- Born: K. Ambika Devi 3 December 1939 (age 86) Travancore, British India
- Occupation: Singer
- Spouse: Chennithala Krishnankutty Nair
- Children: 4
- Parents: K. N. Kesava Pillai (father); C. K. Karthayaini Amma (mother);
- Awards: Kerala Sangeetha Nataka Akademi Award (1992); Kerala Sangeetha Nataka Akademi Fellowship (2010);
- Musical career
- Genres: Carnatic music
- Instrument: Vocals

= Palkulangara Ambika Devi =

Indian Carnatic musician (born 1939)

Palkulangara K. Ambika Devi is an Indian Carnatic singer and music teacher from Kerala. She won the Kerala Sangeetha Nataka Akademi Award 1992 and the Kerala Sangeetha Nataka Akademi Fellowship for the year 2010, from the Kerala Sangeetha Nataka Akademi, Government of Kerala. She also won many other awards and honors including Best Musician Award (1973) and Sangeetha Kala Acharya title from the Madras Music Academy, Chennai.

== Biography ==
K. Ambika Devi was born on December 3, 1939, in Thiruvananthapuram, Kerala, to K. N. Kesava Pillai and C.K. Karthayaini Amma. Although her father, Kesava Pillai, who was the head accountant in the Travancore palace, and her other brothers were very strict, seeing her interest in music, everyone agreed to teach her music. Her mother Karthiyaniyamma was also a singer. She started studying classical music from the age of nine.

She started her musical studies at a very young age and later joined the Swathi Thirunal College of Music, Thiruvananthapuram for higher studies, from where she passed the Gana Bhushanam and Vidwan courses with first rank in 1959. When she passed seventh grade, it was her brother Sethuraman who took her to a music college. She studied music under the tutelage of eminent people like Semmangudi Srinivasa Iyer, C. S. Krishna Iyer, Parassala B. Ponnammal, and Nellai T. V. Krishnamoorthy.

=== Personal life ===
Ambika Devi married Chennithala Krishnankutty Nair, who was a professor of mridangam at the Swathi Thirunal Government Music College where she studied. They have four children, Harikrishnan, Shyamakrishnan, Swathi Krishnan and Purandarakrishnan. Their son Harikrishnan R., a Carnatic violinist was also worked and retired as principal of the Swathi Thirunal College of Music. Another son Shyamakrishnan is a mridangam player.

She lives in her house 'Shaleenam' in Thycaude, Thiruvananthapuram.

==Career==
Ambika Devi, who qualified from the College of Music, worked as a teacher in the same institution and retired from there in 1995, as the department head of music, after 32 years of service. She then served as a reader at Sree Sankaracharya University of Sanskrit and as a visiting guest faculty in the music department of the University of Kerala. Vaiyankara Madhusudhanan, Mavelikkara Subramaniam, singer G. Venugopal, Varkala C.S. Jayaram and many other are among her disciples.

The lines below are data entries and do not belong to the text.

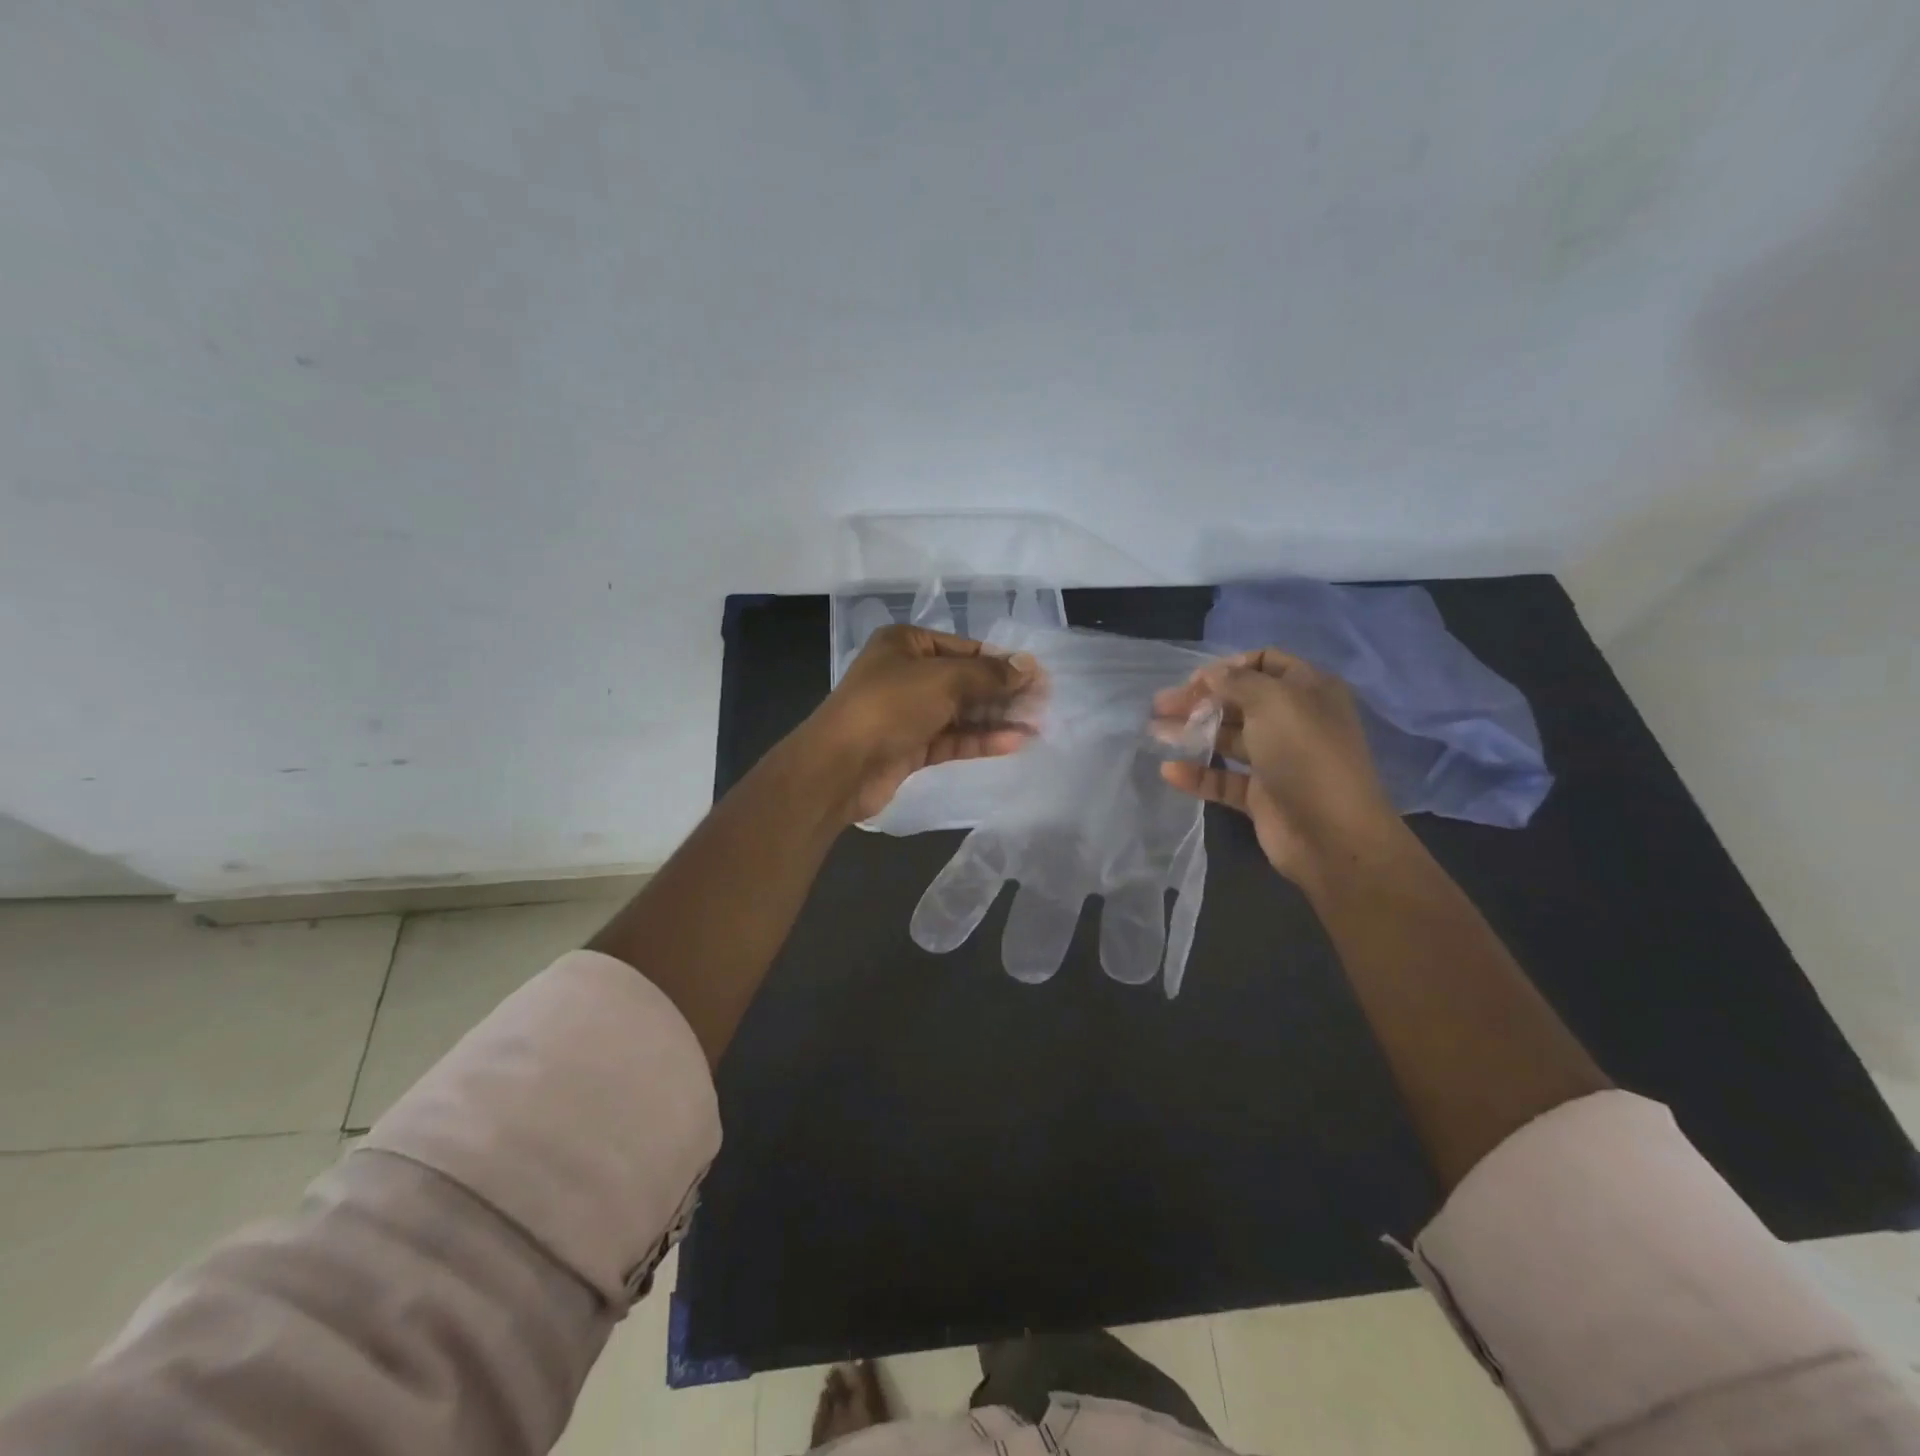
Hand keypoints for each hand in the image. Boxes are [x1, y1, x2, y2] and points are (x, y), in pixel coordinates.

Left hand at [805, 624, 1040, 822]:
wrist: (839, 766)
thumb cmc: (890, 706)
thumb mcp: (943, 680)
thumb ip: (989, 675)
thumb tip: (1028, 666)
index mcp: (906, 644)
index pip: (965, 648)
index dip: (1002, 661)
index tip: (1038, 676)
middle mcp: (906, 674)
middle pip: (965, 680)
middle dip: (1003, 692)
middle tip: (1043, 703)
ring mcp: (908, 713)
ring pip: (960, 712)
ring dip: (996, 718)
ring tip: (1037, 725)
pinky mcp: (911, 747)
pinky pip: (952, 739)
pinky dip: (980, 740)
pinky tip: (1013, 742)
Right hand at [1153, 648, 1400, 883]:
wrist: (1332, 835)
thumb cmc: (1306, 755)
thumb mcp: (1274, 702)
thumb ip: (1237, 681)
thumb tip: (1211, 674)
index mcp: (1308, 691)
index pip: (1265, 663)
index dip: (1229, 667)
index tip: (1195, 680)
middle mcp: (1294, 721)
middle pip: (1239, 701)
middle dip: (1200, 700)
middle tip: (1160, 705)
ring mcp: (1277, 760)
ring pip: (1227, 739)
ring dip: (1192, 732)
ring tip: (1155, 731)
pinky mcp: (1261, 795)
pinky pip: (1223, 779)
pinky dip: (1197, 774)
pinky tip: (1170, 771)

Ambika Devi also performed concerts while working as a music teacher. She is one of the prominent people who popularized Malayalam kirtans at a time when Sanskrit was prevalent in the Carnatic music scene. She used the works of Swathi Thirunal and others for this.

Ambika Devi, who has performed at various venues across the country, is famous for her 'Kshetranjali' music program, which brings together prominent temples in Kerala.

== Awards and honors ==
Ambika Devi, who won first place at the national level in a music competition conducted by All India Radio, in 1958, is also the first Malayali to receive an award from the President of India. She received award from Dr. Rajendra Prasad, first president of India. She won the Kerala Sangeetha Nataka Akademi Award in 1992. In 2012, she received the Kerala Sangeetha Nataka Akademi Fellowship for the year 2010, the highest award of Kerala Sangeetha Nataka Akademi, Government of Kerala.

In 2012, she received MS Subbulekshmi Award instituted by the Sree Krishna Natya Sangeetha Academy. In 2021, she received the Sangeetha Prabhakara award. In 2025, she has been awarded the Srinatraja Sangeetha Sabha Award instituted by the Srinatraja Sangeetha Sabha.

Ambika Devi received the Best Musician Award from the Madras Music Academy in 1973. In 2024, the Madras Music Academy conferred on her the title of Sangeetha Kala Acharya.

While speaking at a felicitation ceremony organized by the Vayalar Ramavarma Cultural Centre to honour Ambika Devi on World Music Day, Kerala state Food Minister G. R. Anil has said that Palkulangara Ambika Devi is a great musician who Kerala should respect.